Metadata and Lineage User Stories
While deciding on the user stories for metadata and lineage, we need to consider following different types of users:
- Program developer: User responsible for writing CDAP program code such as MapReduce, Spark, etc.
- Plugin developer: User responsible for writing plugins for CDAP data pipeline application.
- Pipeline developer: User responsible for creating pipelines by connecting different types of plugins through UI. Pipeline developer can also supply the transform code as a part of plugins such as JavaScript, Python etc.
- Pipeline runner: User responsible for running the pipelines. Pipeline runner controls the behavior of the pipeline by supplying runtime arguments.
- Admin: Admin user is responsible for certain types of operations such as manually assigning metadata to the field of the dataset.
- Data Governance officer: Non-technical user, mainly concerned with the business metadata and lineage.
- Data scientist: User which is responsible for data analytics and recommendations.
Following section describes the requirements and corresponding user stories from the perspective of different user types as described above.
- Field level metadata tagging:Â
- As a developer of the MapReduce/Spark program, I want a programmatic way to look at the fields in the dataset and assign metadata/tags to it.
- As a developer of the MapReduce/Spark program, I want a programmatic way to read the metadata associated with the fields in the input dataset.
- As a developer of the plugin, I want programmatic way to assign metadata/tags to the fields belonging to the output schema.
- As a developer of the plugin, I want programmatic way to read the metadata/tags associated with the fields from input schema.
- As a developer of the CDAP data pipeline, I want an ability to assign metadata/tags to the fields of the StructuredRecord. For example, if I am creating a pipeline which is reading from database table (say UserProfile), when I populate the schema in the UI, I want to assign tag PII=true to certain fields such as phone number, social security number etc.
- Is there a user story where CDAP data pipeline developer will require to read the metadata associated with the field while developing pipeline?
- As a developer of the CDAP data pipeline, if I add certain plugins such as JavaScript transform where I need to provide my own transform method, I should be able to read the tags associated with the fields from the input schema so that I can do the tags based processing in my Javascript transform method.
- As a developer of the CDAP data pipeline, if I add certain plugins such as JavaScript transform where I need to provide my own transform method, I should be able to assign the tags to the fields belonging to the output schema.
- As a runner of the CDAP data pipeline, I want an ability to provide additional metadata/tags through runtime arguments.
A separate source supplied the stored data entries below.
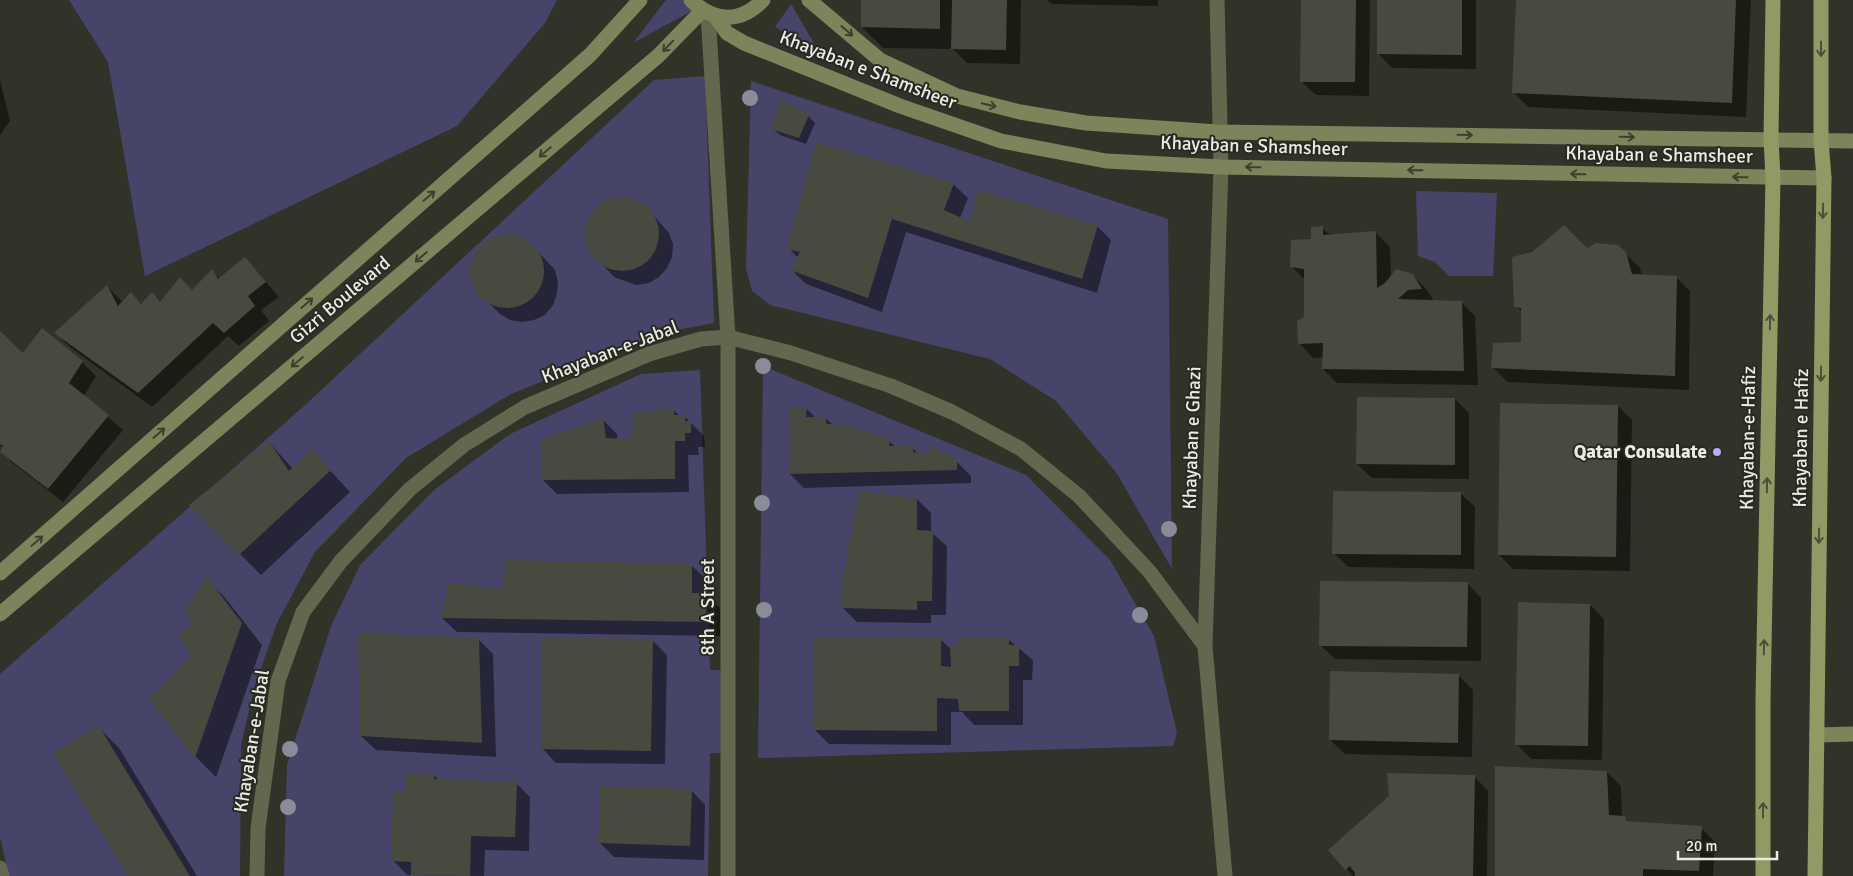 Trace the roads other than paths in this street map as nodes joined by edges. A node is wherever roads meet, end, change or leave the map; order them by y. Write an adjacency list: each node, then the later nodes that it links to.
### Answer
1 (640, 0): 16 (main road, Gizri Boulevard, one-way to 1)
2 (763, 0): 7 (main road)
3 (810, 0): 8 (main road, Khayaban e Shamsheer, one-way to 8)
4 (1216, 0): 8 (street, Khayaban e Ghazi)
5 (1773, 0): 9 (main road, Khayaban-e-Hafiz)
6 (1821, 0): 10 (main road, Khayaban e Hafiz, one-way to 10)
7 (704, 10): 12 (main road, Khayaban e Shamsheer); 15 (street, 8th A Street); 17 (main road, Gizri Boulevard, one-way to 17)
8 (1218, 132): 9 (main road, Khayaban e Shamsheer, one-way to 9); 12 (street, Khayaban e Ghazi)
9 (1771, 138): 10 (main road, Khayaban e Shamsheer); 13 (main road, Khayaban-e-Hafiz)
10 (1821, 140): 11 (main road, Khayaban e Shamsheer); 14 (main road, Khayaban e Hafiz)
11 (1853, 141)
12 (1220, 167): 13 (main road, Khayaban e Shamsheer, one-way to 12); 18 (street, Khayaban e Ghazi)
13 (1773, 177): 14 (main road, Khayaban e Shamsheer); 27 (main road, Khayaban-e-Hafiz, one-way to 13)
14 (1824, 178): 20 (main road, Khayaban e Hafiz, one-way to 20)
15 (728, 337): 18 (street, Khayaban-e-Jabal); 24 (street, Khayaban-e-Jabal); 25 (street, 8th A Street)
16 (0, 573)
17 (0, 614)
18 (1205, 646): 26 (street, Khayaban e Ghazi)
19 (1853, 734): 20 (main road)
20 (1817, 735): 21 (main road, Khayaban e Hafiz)
21 (1814, 829): 28 (main road, Khayaban e Hafiz); 29 (main road)
22 (0, 868): 23 (street)
23 (2, 876)
24 (257, 876)
25 (728, 876)
26 (1225, 876)
27 (1763, 876)
28 (1815, 876)
29 (1821, 876)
For example in the test environment, pipeline runner might not want to obfuscate the PII fields so he should be able to provide the runtime argument "userprofile.field.phonenumber.tags.PII=false"
- Is there a user story where CDAP data pipeline runner will require to read the metadata associated with the field while running the pipeline?
- As an Admin of the CDAP data platform, I should be able to look at what tags are associated with the particular field of a given dataset.
- As an Admin of the CDAP data platform, I should be able to assign new tags/metadata to the particular field of a given dataset.
- As a Data Governance officer, I should be able to list the fields which are marked as "PII" in a given dataset.
- As a Data scientist, I want to get the list of datasets for which the field is marked with a given tag, for example phone number is marked with the "anonymized=true"
- Finer granularity (File/Partition/Table in a database) metadata:
- As a developer of the CDAP program such as MapReduce/Spark, when I read the fileset dataset, I should be able to read the metadata associated with each individual file in the dataset.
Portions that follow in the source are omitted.